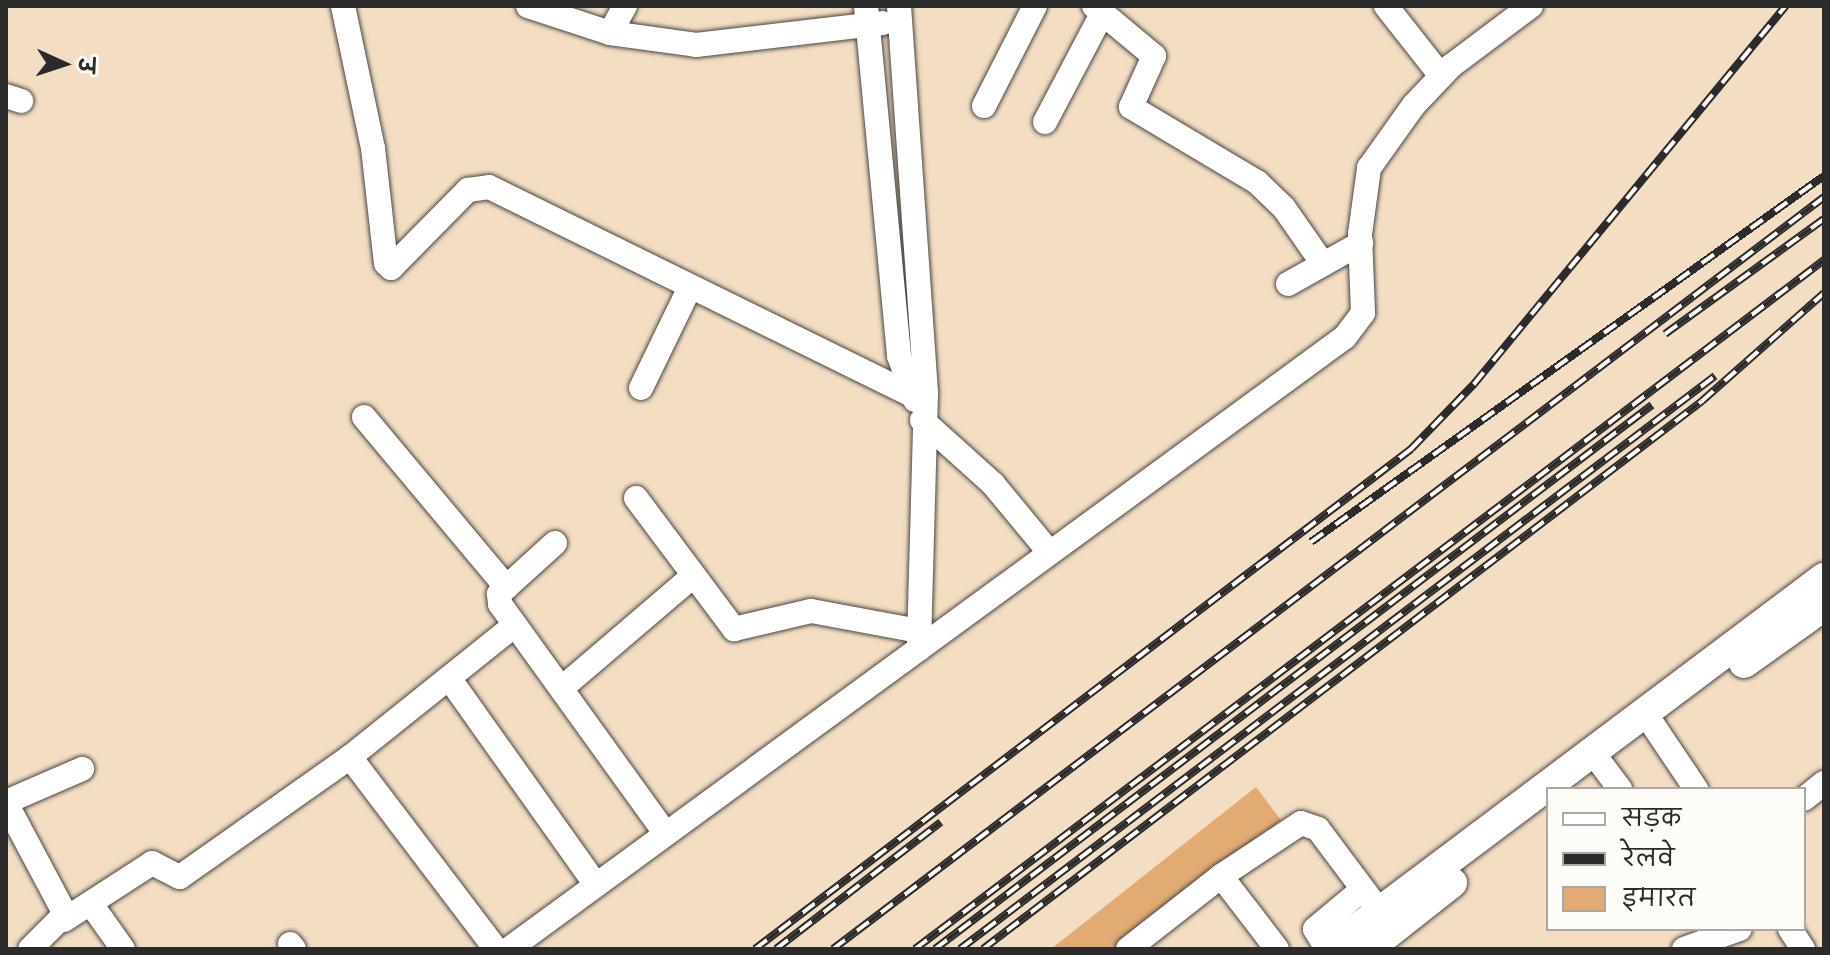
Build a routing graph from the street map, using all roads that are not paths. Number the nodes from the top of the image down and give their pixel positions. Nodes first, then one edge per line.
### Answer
1 (343, 6) edge
2 (528, 6) edge
3 (625, 6) edge
4 (1035, 6) edge
5 (1386, 6) edge
6 (1531, 6) edge
7 (1098, 9) edge
8 (900, 13) edge
9 (867, 16) edge
10 (610, 33) junction
11 (1441, 76) junction
12 (984, 106) dead end
13 (1045, 122) dead end
14 (1361, 243) junction
15 (1323, 264) junction
16 (1288, 284) dead end
17 (690, 287) junction
18 (641, 388) dead end
19 (918, 408) junction
20 (364, 417) dead end
21 (636, 498) dead end
22 (555, 543) dead end
23 (1050, 553) junction
24 (692, 577) junction
25 (1824, 578) edge
26 (506, 587) junction
27 (1824, 606) edge
28 (515, 625) junction
29 (919, 640) junction
30 (449, 678) junction
31 (562, 688) junction
32 (1649, 720) junction
33 (350, 757) junction
34 (82, 769) dead end
35 (1611, 777) edge
36 (1824, 783) edge
37 (1546, 787) edge
38 (1546, 787) edge
39 (1578, 787) edge
40 (1695, 787) edge
41 (1806, 797) edge
42 (6, 802) edge
43 (1546, 810) edge
44 (665, 833) junction
45 (1221, 876) junction
46 (596, 885) junction
47 (1371, 901) junction
48 (91, 904) junction
49 (1734, 931) edge
50 (1791, 931) edge
51 (49, 938) edge
52 (123, 949) edge
53 (496, 949) edge
54 (509, 949) edge
55 (1128, 949) edge
56 (1277, 949) edge
57 (1328, 949) edge
58 (1368, 949) edge
59 (1684, 949) edge
60 (1803, 949) edge

1 - 17 street
2 - 10 street
3 - 10 street
4 - 12 street
5 - 11 street
6 - 11 street
7 - 13 street
7 - 15 street
8 - 9 street
8 - 19 street
9 - 10 street
9 - 19 street
11 - 14 street
14 - 15 street
14 - 23 street
15 - 16 street
17 - 18 street
17 - 19 street
19 - 23 street
19 - 29 street
20 - 26 street
21 - 24 street
22 - 26 street
23 - 29 street
24 - 29 street
24 - 31 street
25 - 32 main road
26 - 28 street
27 - 32 main road
28 - 30 street
28 - 31 street
29 - 44 street
30 - 33 street
30 - 46 street
31 - 44 street
32 - 35 main road
32 - 38 main road
32 - 40 street
33 - 48 street
33 - 53 street
34 - 42 street
35 - 39 main road
36 - 41 street
37 - 47 main road
42 - 51 street
43 - 58 main road
44 - 46 street
45 - 47 street
45 - 55 street
45 - 56 street
46 - 54 street
47 - 57 main road
48 - 51 street
48 - 52 street
49 - 59 street
50 - 60 street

------------------------------------------------

**EXERCISE DESCRIPTION:** Give back the listing exactly, with the pictures removed.

**SOLUTION:**
Build a routing graph from the street map, using all roads that are not paths. Number the nodes from the top of the image down and give their pixel positions. Nodes first, then one edge per line.
### Answer
1 (343, 6) edge
2 (528, 6) edge
3 (625, 6) edge
4 (1035, 6) edge
5 (1386, 6) edge
6 (1531, 6) edge
7 (1098, 9) edge
8 (900, 13) edge
9 (867, 16) edge
10 (610, 33) junction
11 (1441, 76) junction
12 (984, 106) dead end
13 (1045, 122) dead end
14 (1361, 243) junction
15 (1323, 264) junction
16 (1288, 284) dead end
17 (690, 287) junction
18 (641, 388) dead end
19 (918, 408) junction
20 (364, 417) dead end
21 (636, 498) dead end
22 (555, 543) dead end
23 (1050, 553) junction
24 (692, 577) junction
25 (1824, 578) edge
26 (506, 587) junction
27 (1824, 606) edge
28 (515, 625) junction
29 (919, 640) junction
30 (449, 678) junction
31 (562, 688) junction
32 (1649, 720) junction
33 (350, 757) junction
34 (82, 769) dead end
35 (1611, 777) edge
36 (1824, 783) edge
37 (1546, 787) edge
38 (1546, 787) edge
39 (1578, 787) edge
40 (1695, 787) edge
41 (1806, 797) edge
42 (6, 802) edge
43 (1546, 810) edge
44 (665, 833) junction
45 (1221, 876) junction
46 (596, 885) junction
47 (1371, 901) junction
48 (91, 904) junction
49 (1734, 931) edge
50 (1791, 931) edge
51 (49, 938) edge
52 (123, 949) edge
53 (496, 949) edge
54 (509, 949) edge
55 (1128, 949) edge
56 (1277, 949) edge
57 (1328, 949) edge
58 (1368, 949) edge
59 (1684, 949) edge
60 (1803, 949) edge

1 - 17 street
2 - 10 street
3 - 10 street
4 - 12 street
5 - 11 street
6 - 11 street
7 - 13 street
7 - 15 street
8 - 9 street
8 - 19 street
9 - 10 street
9 - 19 street
11 - 14 street
14 - 15 street
14 - 23 street
15 - 16 street
17 - 18 street
17 - 19 street
19 - 23 street
19 - 29 street
20 - 26 street
21 - 24 street
22 - 26 street
23 - 29 street
24 - 29 street
24 - 31 street
25 - 32 main road
26 - 28 street
27 - 32 main road
28 - 30 street
28 - 31 street
29 - 44 street
30 - 33 street
30 - 46 street
31 - 44 street
32 - 35 main road
32 - 38 main road
32 - 40 street
33 - 48 street
33 - 53 street
34 - 42 street
35 - 39 main road
36 - 41 street
37 - 47 main road
42 - 51 street
43 - 58 main road
44 - 46 street
45 - 47 street
45 - 55 street
45 - 56 street
46 - 54 street
47 - 57 main road
48 - 51 street
48 - 52 street
49 - 59 street
50 - 60 street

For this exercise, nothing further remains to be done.